For the current players of the team, they’re appreciative of their opportunity.
Ady Dwight is only in her second full season at DWU. But the 6-foot sophomore middle blocker leads DWU in kills and has broad shoulders for this Tigers’ team, stoic in the key moments for her teammates on Saturday until the final point was scored. Surrounded by her family and friends after the match, she was wiping away tears from her eyes.
“I never played in the state tournament in high school, so this is pretty special for me,” said the Langford, South Dakota product. “This is a great team that has just gotten better and better. … Coach Wilber has been building something special for a while and this group has put in the work and we’re grateful for this opportunity.”
Of the Tigers’ 16-member postseason roster, 11 of the players are South Dakota natives, with a team that has grown in support as the 24-9 season has gone on. Mitchell High School graduate Mackenzie Miller, a junior right-side hitter, noted that she’s seen new faces attending matches throughout the season, something the Tigers have enjoyed in developing new or renewed fans.
“Now that we’ve made a winning name for ourselves, I think that community support is only going to get stronger,” Miller said.
The Tigers will now climb into a deeper pool, with at least two more matches against Park University, of Missouri, and Grand View University, of Iowa, on Nov. 30 and Dec. 1 in Sioux City, Iowa. They are perennial national qualifiers, with Park claiming two national titles in the last eight years and Grand View only missing one NAIA tournament since 2011.
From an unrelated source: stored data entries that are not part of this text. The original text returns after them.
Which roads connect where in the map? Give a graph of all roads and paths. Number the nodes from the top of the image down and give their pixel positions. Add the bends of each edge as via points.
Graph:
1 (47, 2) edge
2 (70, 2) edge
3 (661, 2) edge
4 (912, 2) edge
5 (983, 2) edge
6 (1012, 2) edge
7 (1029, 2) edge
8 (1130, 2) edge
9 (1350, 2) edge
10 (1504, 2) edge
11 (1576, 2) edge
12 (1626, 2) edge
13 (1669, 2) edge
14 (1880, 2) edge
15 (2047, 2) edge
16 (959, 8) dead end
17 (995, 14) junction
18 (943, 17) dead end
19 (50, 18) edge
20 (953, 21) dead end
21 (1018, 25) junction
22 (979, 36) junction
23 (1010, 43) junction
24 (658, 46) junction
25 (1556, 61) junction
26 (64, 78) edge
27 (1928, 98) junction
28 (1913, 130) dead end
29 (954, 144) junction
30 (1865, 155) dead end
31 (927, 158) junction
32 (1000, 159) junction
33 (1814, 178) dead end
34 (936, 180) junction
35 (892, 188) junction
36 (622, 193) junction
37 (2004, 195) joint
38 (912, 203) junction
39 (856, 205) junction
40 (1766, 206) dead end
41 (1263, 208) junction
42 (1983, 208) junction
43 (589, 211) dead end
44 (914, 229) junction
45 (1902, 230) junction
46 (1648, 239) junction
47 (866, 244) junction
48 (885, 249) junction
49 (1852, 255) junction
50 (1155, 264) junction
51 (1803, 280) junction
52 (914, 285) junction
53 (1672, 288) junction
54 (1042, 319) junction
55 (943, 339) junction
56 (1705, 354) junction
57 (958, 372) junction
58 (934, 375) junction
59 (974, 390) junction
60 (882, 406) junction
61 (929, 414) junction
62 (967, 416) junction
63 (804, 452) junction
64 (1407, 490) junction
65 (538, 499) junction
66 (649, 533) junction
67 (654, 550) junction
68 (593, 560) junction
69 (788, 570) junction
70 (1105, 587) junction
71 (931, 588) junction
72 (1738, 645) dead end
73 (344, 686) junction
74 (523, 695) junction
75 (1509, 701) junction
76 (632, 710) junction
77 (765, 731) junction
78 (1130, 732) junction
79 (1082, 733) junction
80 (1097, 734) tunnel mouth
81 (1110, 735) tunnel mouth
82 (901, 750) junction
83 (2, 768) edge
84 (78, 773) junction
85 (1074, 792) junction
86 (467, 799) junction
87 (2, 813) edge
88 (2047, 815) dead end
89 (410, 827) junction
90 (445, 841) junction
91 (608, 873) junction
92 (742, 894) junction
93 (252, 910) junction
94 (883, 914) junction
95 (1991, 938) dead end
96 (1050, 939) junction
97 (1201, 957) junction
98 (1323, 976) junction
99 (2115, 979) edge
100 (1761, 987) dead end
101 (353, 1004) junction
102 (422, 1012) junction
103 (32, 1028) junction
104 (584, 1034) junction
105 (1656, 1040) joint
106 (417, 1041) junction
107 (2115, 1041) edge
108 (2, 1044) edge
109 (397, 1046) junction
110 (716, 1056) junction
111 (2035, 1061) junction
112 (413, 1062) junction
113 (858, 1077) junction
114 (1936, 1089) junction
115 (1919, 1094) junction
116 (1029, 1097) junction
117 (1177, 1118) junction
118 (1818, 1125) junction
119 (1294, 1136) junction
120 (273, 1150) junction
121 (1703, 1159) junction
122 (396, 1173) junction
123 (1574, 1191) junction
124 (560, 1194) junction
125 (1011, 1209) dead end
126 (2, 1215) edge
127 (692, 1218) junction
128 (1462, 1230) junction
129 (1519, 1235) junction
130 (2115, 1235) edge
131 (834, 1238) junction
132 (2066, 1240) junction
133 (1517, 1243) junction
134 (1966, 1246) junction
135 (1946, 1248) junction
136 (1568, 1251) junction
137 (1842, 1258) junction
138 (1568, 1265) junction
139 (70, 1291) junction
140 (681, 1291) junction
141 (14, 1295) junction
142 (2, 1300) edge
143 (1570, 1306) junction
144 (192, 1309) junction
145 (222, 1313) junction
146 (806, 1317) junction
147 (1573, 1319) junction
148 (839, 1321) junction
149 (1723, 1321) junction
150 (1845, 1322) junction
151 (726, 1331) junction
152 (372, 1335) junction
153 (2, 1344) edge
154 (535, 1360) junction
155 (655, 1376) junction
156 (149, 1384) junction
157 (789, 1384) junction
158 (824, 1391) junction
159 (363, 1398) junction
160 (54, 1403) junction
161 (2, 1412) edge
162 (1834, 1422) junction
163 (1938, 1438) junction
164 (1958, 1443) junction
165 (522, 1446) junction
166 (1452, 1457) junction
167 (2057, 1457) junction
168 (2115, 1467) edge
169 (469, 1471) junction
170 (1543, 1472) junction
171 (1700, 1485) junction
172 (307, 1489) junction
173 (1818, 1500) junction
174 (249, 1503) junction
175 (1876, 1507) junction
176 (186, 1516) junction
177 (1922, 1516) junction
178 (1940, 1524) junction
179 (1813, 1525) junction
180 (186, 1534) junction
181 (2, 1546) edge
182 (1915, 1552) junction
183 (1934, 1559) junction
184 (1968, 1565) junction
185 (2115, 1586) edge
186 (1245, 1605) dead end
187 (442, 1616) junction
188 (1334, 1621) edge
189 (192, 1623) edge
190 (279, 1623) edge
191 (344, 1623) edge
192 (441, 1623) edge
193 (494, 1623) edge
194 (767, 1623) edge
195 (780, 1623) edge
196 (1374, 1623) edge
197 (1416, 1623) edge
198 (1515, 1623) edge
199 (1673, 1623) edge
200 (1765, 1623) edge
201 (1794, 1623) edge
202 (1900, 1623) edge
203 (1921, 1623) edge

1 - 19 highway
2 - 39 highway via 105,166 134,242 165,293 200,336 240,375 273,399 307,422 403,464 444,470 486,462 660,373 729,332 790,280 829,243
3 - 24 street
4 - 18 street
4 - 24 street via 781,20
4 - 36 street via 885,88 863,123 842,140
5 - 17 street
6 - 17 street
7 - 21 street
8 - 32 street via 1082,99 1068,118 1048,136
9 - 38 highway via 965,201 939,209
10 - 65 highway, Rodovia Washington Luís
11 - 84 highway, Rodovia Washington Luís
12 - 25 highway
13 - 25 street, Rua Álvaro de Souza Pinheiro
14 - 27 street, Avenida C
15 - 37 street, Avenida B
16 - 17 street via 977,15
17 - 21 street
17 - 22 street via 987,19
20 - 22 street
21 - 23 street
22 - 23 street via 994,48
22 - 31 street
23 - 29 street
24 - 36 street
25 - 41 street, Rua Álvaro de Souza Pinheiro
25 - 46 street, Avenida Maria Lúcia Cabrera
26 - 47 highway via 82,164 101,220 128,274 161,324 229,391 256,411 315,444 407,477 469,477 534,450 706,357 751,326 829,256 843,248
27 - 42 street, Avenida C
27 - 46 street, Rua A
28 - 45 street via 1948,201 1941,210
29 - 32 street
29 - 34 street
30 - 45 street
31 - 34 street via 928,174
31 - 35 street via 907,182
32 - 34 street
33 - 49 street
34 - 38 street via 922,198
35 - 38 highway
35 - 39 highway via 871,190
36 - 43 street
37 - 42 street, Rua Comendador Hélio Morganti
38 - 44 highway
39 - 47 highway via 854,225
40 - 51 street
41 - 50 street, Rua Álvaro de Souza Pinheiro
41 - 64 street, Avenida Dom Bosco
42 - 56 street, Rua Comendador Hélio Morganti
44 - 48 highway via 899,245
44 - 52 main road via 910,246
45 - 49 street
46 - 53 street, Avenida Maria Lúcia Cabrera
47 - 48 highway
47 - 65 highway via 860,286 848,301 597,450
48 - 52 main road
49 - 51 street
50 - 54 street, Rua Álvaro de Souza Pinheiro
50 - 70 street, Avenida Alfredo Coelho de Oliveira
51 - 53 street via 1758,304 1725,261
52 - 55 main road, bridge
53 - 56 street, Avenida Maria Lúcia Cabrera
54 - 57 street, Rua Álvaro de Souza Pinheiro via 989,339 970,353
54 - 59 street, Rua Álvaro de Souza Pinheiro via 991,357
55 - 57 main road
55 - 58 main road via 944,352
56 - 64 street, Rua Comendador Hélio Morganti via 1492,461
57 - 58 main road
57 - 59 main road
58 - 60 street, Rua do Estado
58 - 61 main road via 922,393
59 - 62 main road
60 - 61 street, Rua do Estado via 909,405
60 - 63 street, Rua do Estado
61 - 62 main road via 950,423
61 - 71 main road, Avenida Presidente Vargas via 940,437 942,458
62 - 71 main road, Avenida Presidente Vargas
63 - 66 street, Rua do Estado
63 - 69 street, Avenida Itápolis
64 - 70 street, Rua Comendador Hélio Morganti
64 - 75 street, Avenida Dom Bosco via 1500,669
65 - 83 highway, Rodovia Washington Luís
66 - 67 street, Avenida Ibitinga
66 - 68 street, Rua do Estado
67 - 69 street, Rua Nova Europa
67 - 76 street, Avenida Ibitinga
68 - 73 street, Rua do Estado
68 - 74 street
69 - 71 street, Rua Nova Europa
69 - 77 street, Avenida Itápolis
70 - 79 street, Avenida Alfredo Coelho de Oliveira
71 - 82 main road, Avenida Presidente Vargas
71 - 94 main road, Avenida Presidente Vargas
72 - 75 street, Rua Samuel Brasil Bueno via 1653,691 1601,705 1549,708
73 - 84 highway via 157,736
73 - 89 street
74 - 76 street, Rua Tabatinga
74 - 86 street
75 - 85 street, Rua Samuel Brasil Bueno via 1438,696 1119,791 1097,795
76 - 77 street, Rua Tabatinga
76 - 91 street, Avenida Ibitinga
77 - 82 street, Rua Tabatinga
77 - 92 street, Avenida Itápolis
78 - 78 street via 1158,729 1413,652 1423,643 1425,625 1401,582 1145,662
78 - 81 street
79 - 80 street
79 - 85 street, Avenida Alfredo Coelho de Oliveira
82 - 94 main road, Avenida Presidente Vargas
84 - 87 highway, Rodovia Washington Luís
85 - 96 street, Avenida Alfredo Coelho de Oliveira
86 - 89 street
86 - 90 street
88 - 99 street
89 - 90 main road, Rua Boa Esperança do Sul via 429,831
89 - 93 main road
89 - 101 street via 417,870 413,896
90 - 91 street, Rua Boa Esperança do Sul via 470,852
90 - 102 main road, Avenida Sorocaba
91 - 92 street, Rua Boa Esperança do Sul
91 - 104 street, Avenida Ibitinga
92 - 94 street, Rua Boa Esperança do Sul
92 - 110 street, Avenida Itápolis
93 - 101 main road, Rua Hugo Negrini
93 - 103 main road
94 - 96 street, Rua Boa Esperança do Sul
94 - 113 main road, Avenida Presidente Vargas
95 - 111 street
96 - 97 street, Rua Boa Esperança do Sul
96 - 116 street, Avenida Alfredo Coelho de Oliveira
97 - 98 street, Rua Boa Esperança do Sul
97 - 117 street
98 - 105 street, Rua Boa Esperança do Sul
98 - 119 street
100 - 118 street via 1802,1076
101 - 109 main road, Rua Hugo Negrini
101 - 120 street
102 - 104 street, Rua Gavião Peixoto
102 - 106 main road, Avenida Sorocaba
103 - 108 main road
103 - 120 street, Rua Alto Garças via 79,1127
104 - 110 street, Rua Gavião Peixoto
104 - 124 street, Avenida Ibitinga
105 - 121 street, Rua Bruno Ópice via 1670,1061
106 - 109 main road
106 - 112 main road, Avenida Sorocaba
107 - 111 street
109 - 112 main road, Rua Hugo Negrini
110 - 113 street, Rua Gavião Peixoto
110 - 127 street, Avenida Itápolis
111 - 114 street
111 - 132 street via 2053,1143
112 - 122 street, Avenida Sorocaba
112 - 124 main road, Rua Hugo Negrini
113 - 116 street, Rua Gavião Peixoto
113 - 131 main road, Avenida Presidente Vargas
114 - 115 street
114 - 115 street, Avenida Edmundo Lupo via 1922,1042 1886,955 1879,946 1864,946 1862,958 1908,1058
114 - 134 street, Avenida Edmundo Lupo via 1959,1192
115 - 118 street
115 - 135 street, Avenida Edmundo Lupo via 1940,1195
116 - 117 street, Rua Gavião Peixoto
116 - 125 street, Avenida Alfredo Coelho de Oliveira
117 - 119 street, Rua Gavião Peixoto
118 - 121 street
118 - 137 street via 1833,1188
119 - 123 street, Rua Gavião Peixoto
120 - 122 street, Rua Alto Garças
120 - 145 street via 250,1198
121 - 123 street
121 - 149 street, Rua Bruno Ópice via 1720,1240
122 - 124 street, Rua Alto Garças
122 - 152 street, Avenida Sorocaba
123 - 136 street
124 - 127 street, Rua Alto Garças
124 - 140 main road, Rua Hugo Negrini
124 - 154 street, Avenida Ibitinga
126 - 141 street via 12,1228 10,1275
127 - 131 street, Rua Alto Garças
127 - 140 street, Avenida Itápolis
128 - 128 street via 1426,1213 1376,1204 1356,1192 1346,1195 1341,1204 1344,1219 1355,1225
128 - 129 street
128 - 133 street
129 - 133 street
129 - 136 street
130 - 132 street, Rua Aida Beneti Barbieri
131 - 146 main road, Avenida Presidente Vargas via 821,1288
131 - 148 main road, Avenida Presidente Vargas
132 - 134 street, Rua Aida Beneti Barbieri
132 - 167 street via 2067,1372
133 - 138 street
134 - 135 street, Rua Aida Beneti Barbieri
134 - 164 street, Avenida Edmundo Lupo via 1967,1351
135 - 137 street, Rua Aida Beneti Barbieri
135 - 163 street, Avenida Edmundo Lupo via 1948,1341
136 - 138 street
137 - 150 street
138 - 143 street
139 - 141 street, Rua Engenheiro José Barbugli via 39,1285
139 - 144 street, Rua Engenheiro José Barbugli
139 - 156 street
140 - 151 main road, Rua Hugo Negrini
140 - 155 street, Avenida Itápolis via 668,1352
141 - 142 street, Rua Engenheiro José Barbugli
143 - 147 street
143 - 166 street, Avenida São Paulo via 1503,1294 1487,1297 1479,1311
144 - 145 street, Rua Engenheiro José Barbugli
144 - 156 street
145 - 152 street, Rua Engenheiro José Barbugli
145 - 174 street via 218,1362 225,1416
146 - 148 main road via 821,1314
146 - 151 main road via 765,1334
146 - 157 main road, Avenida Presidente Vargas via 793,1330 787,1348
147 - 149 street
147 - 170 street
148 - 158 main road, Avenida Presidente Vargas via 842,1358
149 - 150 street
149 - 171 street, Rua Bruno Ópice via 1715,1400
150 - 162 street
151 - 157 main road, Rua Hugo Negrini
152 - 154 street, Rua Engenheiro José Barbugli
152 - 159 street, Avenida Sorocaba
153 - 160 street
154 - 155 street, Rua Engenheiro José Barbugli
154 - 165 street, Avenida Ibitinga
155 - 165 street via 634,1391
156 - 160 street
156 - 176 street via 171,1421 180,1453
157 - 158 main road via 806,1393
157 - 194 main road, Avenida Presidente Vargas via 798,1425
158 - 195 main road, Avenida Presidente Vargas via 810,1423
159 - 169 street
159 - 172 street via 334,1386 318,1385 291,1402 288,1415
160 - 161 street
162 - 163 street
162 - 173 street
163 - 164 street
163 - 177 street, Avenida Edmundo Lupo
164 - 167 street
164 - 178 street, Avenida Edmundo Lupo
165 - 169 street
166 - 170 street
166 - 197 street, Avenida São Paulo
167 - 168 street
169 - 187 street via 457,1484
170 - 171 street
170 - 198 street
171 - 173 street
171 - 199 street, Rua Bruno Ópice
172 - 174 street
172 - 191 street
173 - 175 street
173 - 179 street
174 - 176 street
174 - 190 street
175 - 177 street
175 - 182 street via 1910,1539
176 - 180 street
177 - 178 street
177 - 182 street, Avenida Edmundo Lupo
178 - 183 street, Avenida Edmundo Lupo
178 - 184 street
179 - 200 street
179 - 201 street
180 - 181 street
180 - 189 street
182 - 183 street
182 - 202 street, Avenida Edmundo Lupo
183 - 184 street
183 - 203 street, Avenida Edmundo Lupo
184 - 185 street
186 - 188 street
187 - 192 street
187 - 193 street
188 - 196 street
But DWU’s claim about playing in the toughest conference in the NAIA is no joke. All seven Great Plains Athletic Conference teams remain in contention and DWU won’t face any of those teams until the semifinals at the earliest, should DWU advance. Getting through GPAC play and beating those high-quality teams this season has been the surest sign of DWU being ready for national play to this point, and the Tigers have four of those wins over other GPAC national qualifiers this season, and playing against the top-10 five more times.
It’s exciting to see how far the Tigers might go. Until then, DWU volleyball’s special season remains “in the making” for a while longer.